We’re all familiar with the admonition, “Look before you leap.” Makes sense – a leap of a few feet might be of little consequence, but leaping off a cliff or from a building several stories high wouldn’t be a good idea. So preceding our leaping with our looking seems quite wise.
We could say something similar about speaking, especially in these days of quick, immediate communication – texting, email, voicemail, social media. A proper admonition would be, “Think before you speak.”
Recently I came across an acronym that encourages us to do just that. This acronym, THINK, stands for:
T – is it true?
H – is it helpful?
I – is it inspiring?
N – is it necessary?
K – is it kind?
Unfortunately, much of our communication these days is anything but these. We don’t seek to check the veracity of statements we hear and read. If we agree with them, if they reinforce our biases and prejudices, they must be true, right? Why bother trying to be helpful when we can belittle and degrade? Rather than inspiring, we too often opt for discouraging and criticizing. Much of what we communicate, whether in person or via impersonal methods, isn’t necessary at all. And sadly, kindness is sometimes our last consideration when we’re intent on giving someone a piece of our mind.
Not to dwell on politics, but since this is a Presidential election year, I think it would be extremely refreshing – surprising, or even shocking – if the candidates would choose to focus on their own strengths and views and policies rather than exerting so much energy in trying to discredit and diminish their opponents. Don’t bet on it.
But we don’t have to be running for public office to find value in a commitment to THINK before we say something.
Perhaps the strongest biblical admonition along these lines is found in Ephesians 4:29, which tells us, “Do not let any unwholesome talk come out of your mouths, but only what is helpful for building others up according to their needs, that it may benefit those who listen.”
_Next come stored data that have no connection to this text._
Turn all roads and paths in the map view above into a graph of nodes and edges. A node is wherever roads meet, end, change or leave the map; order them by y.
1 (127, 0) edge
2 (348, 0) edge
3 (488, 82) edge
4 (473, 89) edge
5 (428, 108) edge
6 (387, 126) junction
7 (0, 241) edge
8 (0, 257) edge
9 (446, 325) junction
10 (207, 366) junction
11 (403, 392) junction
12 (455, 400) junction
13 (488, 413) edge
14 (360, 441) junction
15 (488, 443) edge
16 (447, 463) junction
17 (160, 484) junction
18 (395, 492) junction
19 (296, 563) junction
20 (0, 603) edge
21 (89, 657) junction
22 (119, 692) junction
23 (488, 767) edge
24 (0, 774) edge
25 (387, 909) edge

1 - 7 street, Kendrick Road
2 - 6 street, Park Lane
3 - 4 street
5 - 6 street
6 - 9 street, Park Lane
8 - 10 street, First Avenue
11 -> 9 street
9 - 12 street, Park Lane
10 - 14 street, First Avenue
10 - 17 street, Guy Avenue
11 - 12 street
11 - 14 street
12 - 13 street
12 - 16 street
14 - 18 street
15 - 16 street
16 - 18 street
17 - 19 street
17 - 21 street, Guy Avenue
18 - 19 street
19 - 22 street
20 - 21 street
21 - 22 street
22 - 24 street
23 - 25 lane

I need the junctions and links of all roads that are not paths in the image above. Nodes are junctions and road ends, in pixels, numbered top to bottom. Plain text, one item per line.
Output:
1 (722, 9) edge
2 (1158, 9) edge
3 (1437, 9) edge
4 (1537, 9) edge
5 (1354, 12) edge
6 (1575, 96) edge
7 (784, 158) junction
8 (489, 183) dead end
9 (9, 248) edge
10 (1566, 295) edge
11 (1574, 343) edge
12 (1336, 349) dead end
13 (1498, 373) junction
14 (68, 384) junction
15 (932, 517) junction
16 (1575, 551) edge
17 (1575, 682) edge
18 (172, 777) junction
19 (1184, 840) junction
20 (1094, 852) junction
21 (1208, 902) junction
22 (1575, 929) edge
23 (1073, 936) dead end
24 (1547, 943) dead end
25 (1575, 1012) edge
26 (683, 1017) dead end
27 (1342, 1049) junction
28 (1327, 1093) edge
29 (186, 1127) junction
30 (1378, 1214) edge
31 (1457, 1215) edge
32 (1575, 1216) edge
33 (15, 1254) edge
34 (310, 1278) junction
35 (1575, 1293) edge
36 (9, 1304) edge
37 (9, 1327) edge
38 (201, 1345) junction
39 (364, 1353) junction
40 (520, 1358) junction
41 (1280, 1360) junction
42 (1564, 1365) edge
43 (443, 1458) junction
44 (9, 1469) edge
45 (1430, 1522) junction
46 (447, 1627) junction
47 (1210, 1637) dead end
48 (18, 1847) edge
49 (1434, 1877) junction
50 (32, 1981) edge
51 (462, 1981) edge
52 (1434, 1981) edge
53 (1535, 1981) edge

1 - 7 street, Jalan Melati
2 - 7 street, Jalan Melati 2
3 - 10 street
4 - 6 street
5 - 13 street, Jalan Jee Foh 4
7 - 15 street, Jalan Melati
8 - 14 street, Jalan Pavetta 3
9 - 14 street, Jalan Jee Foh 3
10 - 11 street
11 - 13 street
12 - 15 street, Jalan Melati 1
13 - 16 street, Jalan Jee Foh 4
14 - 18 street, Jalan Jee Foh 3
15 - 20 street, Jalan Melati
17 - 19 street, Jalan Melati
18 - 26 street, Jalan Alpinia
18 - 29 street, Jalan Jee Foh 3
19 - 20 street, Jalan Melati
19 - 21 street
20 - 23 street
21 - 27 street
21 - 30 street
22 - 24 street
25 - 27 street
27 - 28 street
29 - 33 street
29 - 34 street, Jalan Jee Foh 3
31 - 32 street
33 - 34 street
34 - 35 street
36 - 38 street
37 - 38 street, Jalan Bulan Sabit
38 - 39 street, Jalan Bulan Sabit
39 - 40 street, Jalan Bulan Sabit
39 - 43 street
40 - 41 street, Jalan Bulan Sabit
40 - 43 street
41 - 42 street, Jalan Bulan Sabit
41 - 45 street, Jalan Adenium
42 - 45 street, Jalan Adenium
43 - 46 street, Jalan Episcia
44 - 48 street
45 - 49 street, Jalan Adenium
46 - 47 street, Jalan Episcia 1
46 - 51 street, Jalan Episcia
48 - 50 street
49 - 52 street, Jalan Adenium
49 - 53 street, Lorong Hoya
The Scriptures don’t stop there. Repeatedly passages in the Bible urge that if we don’t have something good to say, it’s better to zip the lip. For instance, Ecclesiastes 10:12 states, “Words from the mouth of the wise are gracious, but fools are consumed by their own lips.” Remind you of anyone you know, or someone you’ve seen on the news?
Proverbs 13:3 offers these words of caution: “He who guards his lips guards his life, but he who speaks rashly will come to ruin.” The Bible’s book of wisdom also states, “A man who lacks judgment derides his neighbor, but a man of understanding holds his tongue” (Proverbs 11:12).
Even Jesus taught sternly against waging a war of words. Speaking to religious leaders of the day, He said, “You brood of vipers, how can you who are evil say anything good? For out of the overflow of the heart the mouth speaks…. For by your words you will be acquitted, and by your words you will be condemned” (Matthew 12:34-37).
And as followers of Christ, we should be striving to emulate Jesus’ example of saying only what is fitting for the moment. As the apostle Paul wrote, “Let your conversation be always full of grace, seasoned with salt, so that you may know how to answer everyone” (Colossians 4:6).
Then there’s one more admonition I’m often reminded of when tempted to speak impulsively what’s on my mind: “Even a fool is thought wise if he keeps silent, and discerning if he holds his tongue” (Proverbs 17:28).